Everyone has a story, and the message of Jesus is that everyone is of equal worth, be they rich or poor, or whatever category we might use. The way we live our lives matters, not just for ourselves, but for those among whom we live. We each have a uniqueness to be valued. Jesus was so widely misunderstood because of the way he lived his life open to all, among those who most needed to know that their stories were important and heard. He shocked people who thought they were in the right with God because he told them how blinkered and self-serving their view was. He was not afraid of not belonging in the right places himself because what was important was belonging with God and he showed people where God was – with those who struggled under injustice and poverty and pain in their lives. He welcomed those who sought a deeper meaning and wanted to live with integrity.
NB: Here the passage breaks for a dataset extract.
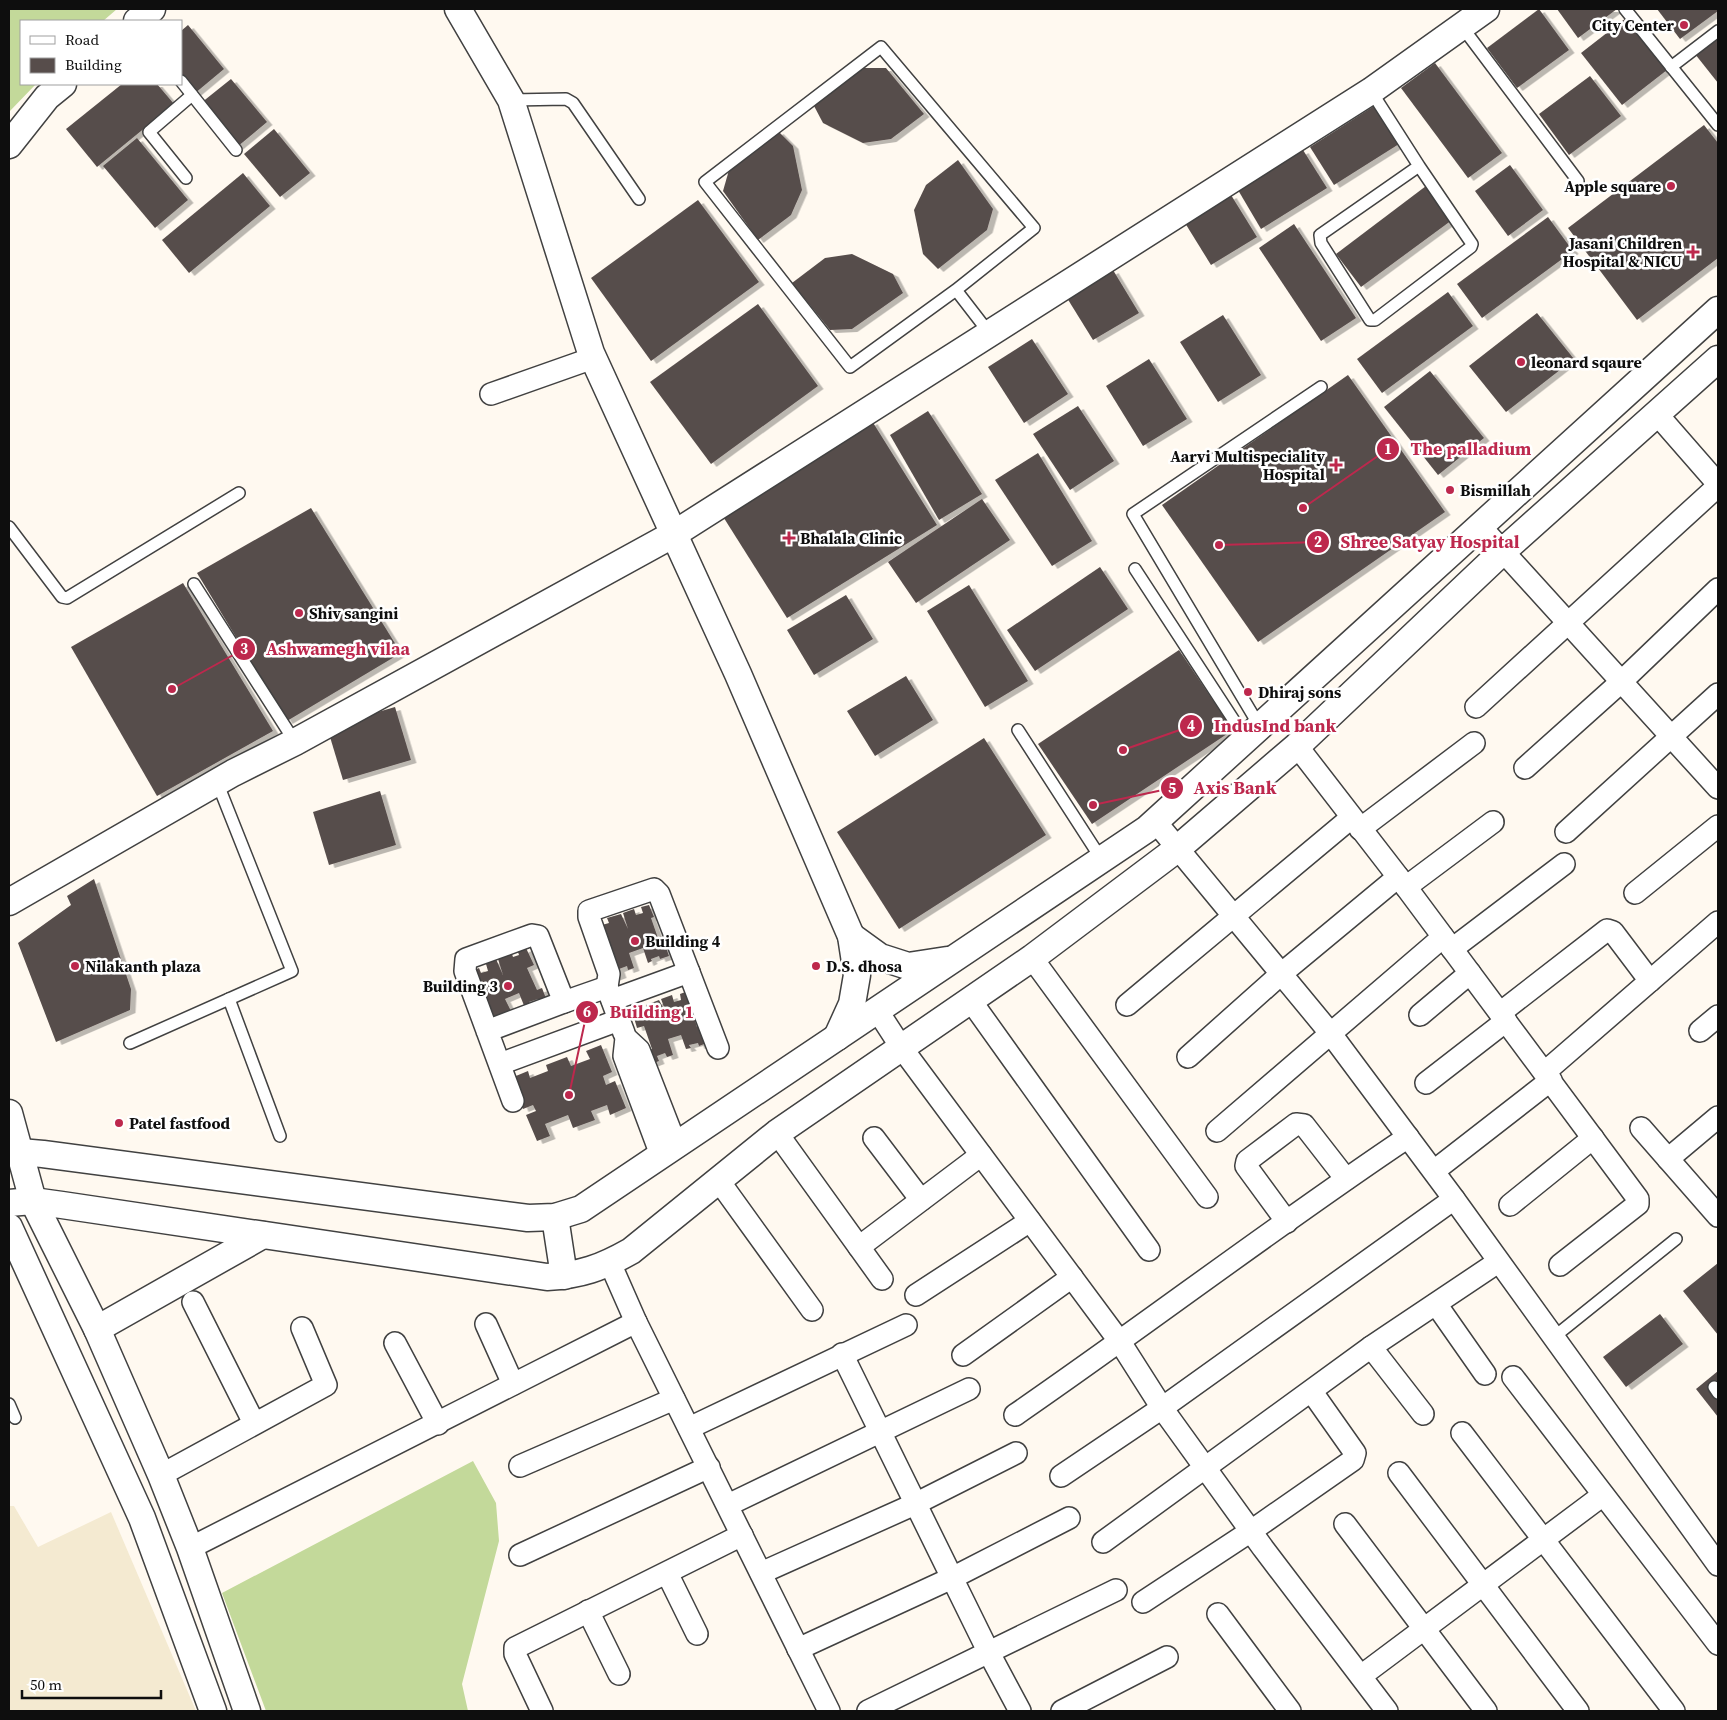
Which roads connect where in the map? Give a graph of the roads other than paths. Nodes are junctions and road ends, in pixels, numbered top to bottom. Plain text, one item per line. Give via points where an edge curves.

The parable we heard today tells us that we are meant to be looking for these God-things among the living, among those with whom we journey in faith and with those among whom our journey is set, whoever they are – the people who are our neighbours in every sense of that word. It is in the stories of the living, and those who have lived in faith, that we see the story of God-with-us revealed. And then we come to understand what the gospel, the good news of God-with-us in Jesus is all about – grace, mercy, understanding and companionship. Which is love.